* [Your assignment]
Locate every line below that contains the word "clipPath" and copy it.
——————————
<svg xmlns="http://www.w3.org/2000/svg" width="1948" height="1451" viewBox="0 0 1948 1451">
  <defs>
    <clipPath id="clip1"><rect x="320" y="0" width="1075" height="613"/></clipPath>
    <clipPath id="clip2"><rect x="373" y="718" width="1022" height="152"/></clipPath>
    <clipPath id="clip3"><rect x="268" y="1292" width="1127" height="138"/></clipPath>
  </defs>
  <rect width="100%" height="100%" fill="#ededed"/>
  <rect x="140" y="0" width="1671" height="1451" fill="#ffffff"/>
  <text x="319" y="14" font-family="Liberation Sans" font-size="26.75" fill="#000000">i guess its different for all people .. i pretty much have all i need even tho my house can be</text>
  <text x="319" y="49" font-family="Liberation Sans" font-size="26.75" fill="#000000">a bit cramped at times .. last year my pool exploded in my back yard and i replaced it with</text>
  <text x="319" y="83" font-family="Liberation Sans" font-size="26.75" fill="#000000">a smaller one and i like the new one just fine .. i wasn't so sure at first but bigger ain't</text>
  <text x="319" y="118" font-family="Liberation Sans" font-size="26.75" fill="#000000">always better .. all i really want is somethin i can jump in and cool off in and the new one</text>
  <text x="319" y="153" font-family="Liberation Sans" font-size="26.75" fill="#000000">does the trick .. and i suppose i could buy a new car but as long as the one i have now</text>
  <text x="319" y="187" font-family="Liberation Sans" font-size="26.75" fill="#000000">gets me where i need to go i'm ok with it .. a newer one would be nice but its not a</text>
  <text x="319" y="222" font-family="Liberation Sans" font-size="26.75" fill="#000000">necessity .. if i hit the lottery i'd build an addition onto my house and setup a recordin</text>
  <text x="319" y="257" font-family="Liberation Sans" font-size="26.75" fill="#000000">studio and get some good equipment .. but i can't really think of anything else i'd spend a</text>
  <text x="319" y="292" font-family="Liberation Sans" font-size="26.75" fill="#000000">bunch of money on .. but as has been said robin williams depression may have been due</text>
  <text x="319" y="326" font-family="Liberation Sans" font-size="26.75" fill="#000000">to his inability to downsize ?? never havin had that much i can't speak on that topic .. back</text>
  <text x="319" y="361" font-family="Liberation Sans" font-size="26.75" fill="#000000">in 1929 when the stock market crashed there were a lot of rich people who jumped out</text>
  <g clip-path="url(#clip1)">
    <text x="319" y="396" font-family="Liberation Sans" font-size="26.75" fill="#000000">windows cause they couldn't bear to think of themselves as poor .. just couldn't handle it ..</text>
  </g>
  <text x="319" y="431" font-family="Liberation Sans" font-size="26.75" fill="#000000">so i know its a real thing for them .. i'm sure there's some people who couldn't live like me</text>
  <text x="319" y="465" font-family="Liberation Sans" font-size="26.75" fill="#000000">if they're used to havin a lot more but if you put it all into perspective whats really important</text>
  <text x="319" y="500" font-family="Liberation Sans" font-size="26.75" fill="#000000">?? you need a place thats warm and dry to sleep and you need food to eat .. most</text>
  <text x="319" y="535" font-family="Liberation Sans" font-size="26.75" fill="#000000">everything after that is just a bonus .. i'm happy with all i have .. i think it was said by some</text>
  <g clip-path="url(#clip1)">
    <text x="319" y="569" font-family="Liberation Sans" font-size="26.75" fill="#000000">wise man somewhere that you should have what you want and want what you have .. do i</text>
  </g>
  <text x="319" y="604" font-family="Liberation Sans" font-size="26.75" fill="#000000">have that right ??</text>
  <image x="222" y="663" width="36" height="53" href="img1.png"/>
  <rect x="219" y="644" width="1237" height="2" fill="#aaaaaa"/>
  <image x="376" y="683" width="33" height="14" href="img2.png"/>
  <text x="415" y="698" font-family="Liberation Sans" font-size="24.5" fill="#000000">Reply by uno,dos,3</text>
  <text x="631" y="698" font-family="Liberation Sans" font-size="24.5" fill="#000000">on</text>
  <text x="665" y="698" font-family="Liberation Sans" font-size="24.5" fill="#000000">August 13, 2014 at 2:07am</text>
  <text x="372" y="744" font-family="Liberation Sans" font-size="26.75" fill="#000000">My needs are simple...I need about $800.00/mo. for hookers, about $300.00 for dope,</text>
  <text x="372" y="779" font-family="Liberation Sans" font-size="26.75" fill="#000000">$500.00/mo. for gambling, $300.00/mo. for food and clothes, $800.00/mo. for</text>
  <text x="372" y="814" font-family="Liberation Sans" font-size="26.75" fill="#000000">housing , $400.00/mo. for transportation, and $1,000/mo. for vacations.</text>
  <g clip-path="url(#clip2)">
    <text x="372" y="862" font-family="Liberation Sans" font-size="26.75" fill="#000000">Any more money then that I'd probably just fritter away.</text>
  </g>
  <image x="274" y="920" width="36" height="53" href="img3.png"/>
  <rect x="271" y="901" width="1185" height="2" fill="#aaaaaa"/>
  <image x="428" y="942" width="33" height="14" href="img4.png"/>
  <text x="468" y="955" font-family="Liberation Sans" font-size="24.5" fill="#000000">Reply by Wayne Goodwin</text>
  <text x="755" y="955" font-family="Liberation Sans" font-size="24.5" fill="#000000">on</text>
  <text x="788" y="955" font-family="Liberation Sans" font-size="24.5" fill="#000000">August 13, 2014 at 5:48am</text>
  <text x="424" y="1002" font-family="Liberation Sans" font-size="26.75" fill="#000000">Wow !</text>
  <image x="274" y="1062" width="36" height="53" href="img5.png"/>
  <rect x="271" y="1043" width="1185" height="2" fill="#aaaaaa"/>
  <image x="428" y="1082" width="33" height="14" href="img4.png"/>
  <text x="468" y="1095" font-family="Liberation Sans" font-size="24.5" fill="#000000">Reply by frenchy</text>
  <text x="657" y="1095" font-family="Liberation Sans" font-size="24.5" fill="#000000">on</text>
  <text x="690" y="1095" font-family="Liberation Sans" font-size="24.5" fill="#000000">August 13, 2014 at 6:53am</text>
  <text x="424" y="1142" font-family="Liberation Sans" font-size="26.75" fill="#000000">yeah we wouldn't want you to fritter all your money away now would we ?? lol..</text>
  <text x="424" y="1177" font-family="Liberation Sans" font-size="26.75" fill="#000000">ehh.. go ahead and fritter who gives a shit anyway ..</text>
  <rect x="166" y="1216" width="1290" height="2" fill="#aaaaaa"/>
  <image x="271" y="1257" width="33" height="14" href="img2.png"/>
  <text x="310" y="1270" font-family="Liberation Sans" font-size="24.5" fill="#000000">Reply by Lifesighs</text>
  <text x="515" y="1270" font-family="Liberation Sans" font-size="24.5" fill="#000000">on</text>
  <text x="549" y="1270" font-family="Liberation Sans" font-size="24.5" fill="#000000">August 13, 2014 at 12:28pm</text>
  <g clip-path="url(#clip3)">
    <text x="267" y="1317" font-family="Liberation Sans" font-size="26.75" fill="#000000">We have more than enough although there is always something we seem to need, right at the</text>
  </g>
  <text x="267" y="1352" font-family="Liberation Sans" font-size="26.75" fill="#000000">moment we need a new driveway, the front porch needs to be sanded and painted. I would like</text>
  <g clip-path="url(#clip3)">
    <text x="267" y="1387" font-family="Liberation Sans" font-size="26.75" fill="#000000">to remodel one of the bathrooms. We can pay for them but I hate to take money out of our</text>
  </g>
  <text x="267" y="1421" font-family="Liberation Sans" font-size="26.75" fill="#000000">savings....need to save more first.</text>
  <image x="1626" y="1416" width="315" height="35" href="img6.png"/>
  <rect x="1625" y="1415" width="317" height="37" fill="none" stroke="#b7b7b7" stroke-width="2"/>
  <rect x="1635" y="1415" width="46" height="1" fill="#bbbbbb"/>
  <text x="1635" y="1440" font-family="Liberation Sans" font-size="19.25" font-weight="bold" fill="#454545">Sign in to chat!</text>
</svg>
——————————
* [Your response]
    <clipPath id="clip1"><rect x="320" y="0" width="1075" height="613"/></clipPath>
    <clipPath id="clip2"><rect x="373" y="718" width="1022" height="152"/></clipPath>
    <clipPath id="clip3"><rect x="268" y="1292" width="1127" height="138"/></clipPath>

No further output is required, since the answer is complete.